Data extract ::

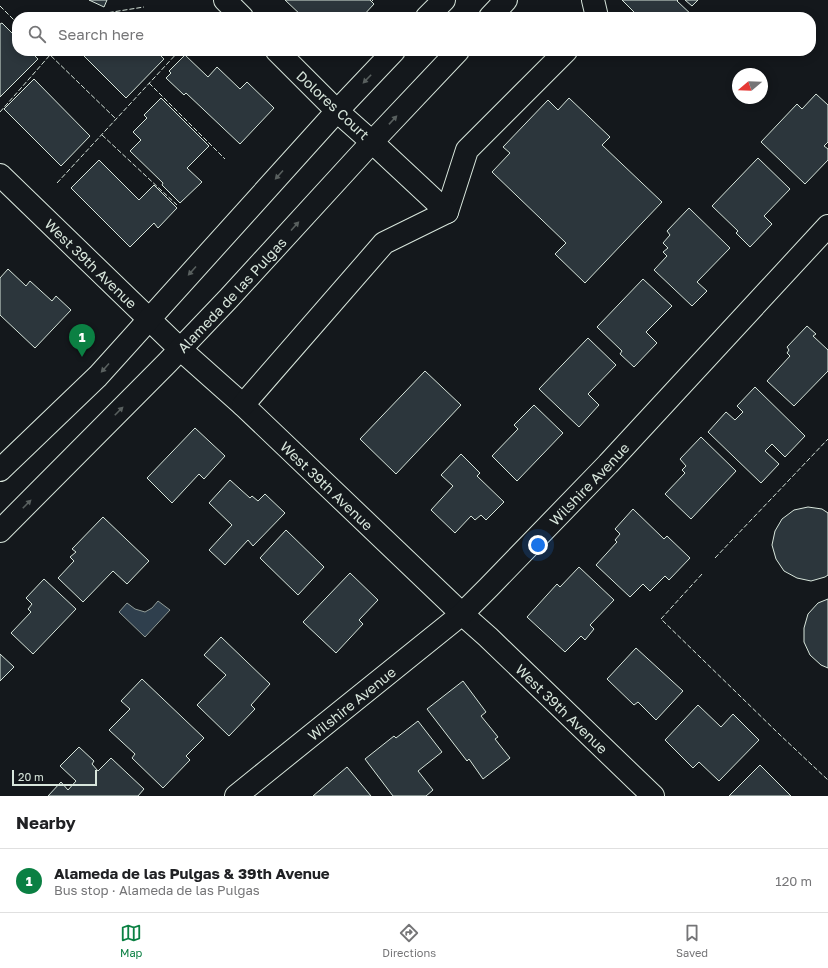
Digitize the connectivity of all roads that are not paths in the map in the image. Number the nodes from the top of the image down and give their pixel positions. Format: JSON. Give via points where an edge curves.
{"nodes":[{"id":1,"x":225,"y":0,"type":"edge"},
{"id":2,"x":444,"y":0,"type":"edge"},
{"id":3,"x":506,"y":0,"type":"edge"},
{"id":4,"x":593,"y":0,"type":"edge"},
{"id":5,"x":237,"y":12,"type":"edge"},
{"id":6,"x":432,"y":12,"type":"edge"},
{"id":7,"x":495,"y":12,"type":"edge"},
{"id":8,"x":596,"y":12,"type":"edge"},
{"id":9,"x":282,"y":56,"type":"edge"},
{"id":10,"x":389,"y":56,"type":"edge"},
{"id":11,"x":453,"y":56,"type":"edge"},
{"id":12,"x":561,"y":56,"type":"edge"},
{"id":13,"x":337,"y":111,"type":"junction"},
{"id":14,"x":372,"y":142,"type":"junction"},
{"id":15,"x":0,"y":175,"type":"edge"},
{"id":16,"x":447,"y":212,"type":"junction"},
{"id":17,"x":828,"y":226,"type":"edge"},
{"id":18,"x":150,"y":319,"type":"junction"},
{"id":19,"x":180,"y":349,"type":"junction"},
{"id":20,"x":243,"y":406,"type":"junction"},
{"id":21,"x":0,"y":470,"type":"edge"},
{"id":22,"x":0,"y":532,"type":"edge"},
{"id":23,"x":462,"y":614,"type":"junction"},
{"id":24,"x":236,"y":796,"type":"edge"},
{"id":25,"x":653,"y":796,"type":"edge"}],
"edges":[{"from":1,"to":5,"type":"street"},
{"from":2,"to":6,"type":"street"},
{"from":3,"to":7,"type":"street"},
{"from":4,"to":8,"type":"street"},
{"from":9,"to":13,"type":"street","name":"Dolores Court"},
{"from":10,"to":13,"type":"street","one_way":true},
{"from":14,"to":11,"type":"street","name":"Alameda de las Pulgas","one_way":true},
{"from":12,"to":16,"type":"street","via":[[466,150]]},
{"from":13,"to":14,"type":"street","name":"Dolores Court"},
{"from":13,"to":18,"type":"street","one_way":true},
{"from":14,"to":16,"type":"street","name":"Dolores Court"},
{"from":19,"to":14,"type":"street","name":"Alameda de las Pulgas","one_way":true},
{"from":15,"to":18,"type":"street","name":"West 39th Avenue"},
{"from":16,"to":20,"type":"street","via":[[384,243]]},
{"from":17,"to":23,"type":"street","name":"Wilshire Avenue","via":[[608,464]]},
{"from":18,"to":19,"type":"street","name":"West 39th Avenue"},
{"from":18,"to":21,"type":"street","one_way":true,"via":[[98,376]]},
{"from":19,"to":20,"type":"street","name":"West 39th Avenue"},
{"from":22,"to":19,"type":"street","name":"Alameda de las Pulgas","one_way":true},
{"from":20,"to":23,"type":"street","name":"West 39th Avenue"},
{"from":23,"to":24,"type":"street","name":"Wilshire Avenue"},
{"from":23,"to":25,"type":"street","name":"West 39th Avenue"}]}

Goal of the exercise :: Filter the lines above, keeping each one that contains the string "West".

Task response ::
{"from":15,"to":18,"type":"street","name":"West 39th Avenue"},
{"from":18,"to":19,"type":"street","name":"West 39th Avenue"},
{"from":19,"to":20,"type":"street","name":"West 39th Avenue"},
{"from":20,"to":23,"type":"street","name":"West 39th Avenue"},
{"from":23,"to":25,"type":"street","name":"West 39th Avenue"}]}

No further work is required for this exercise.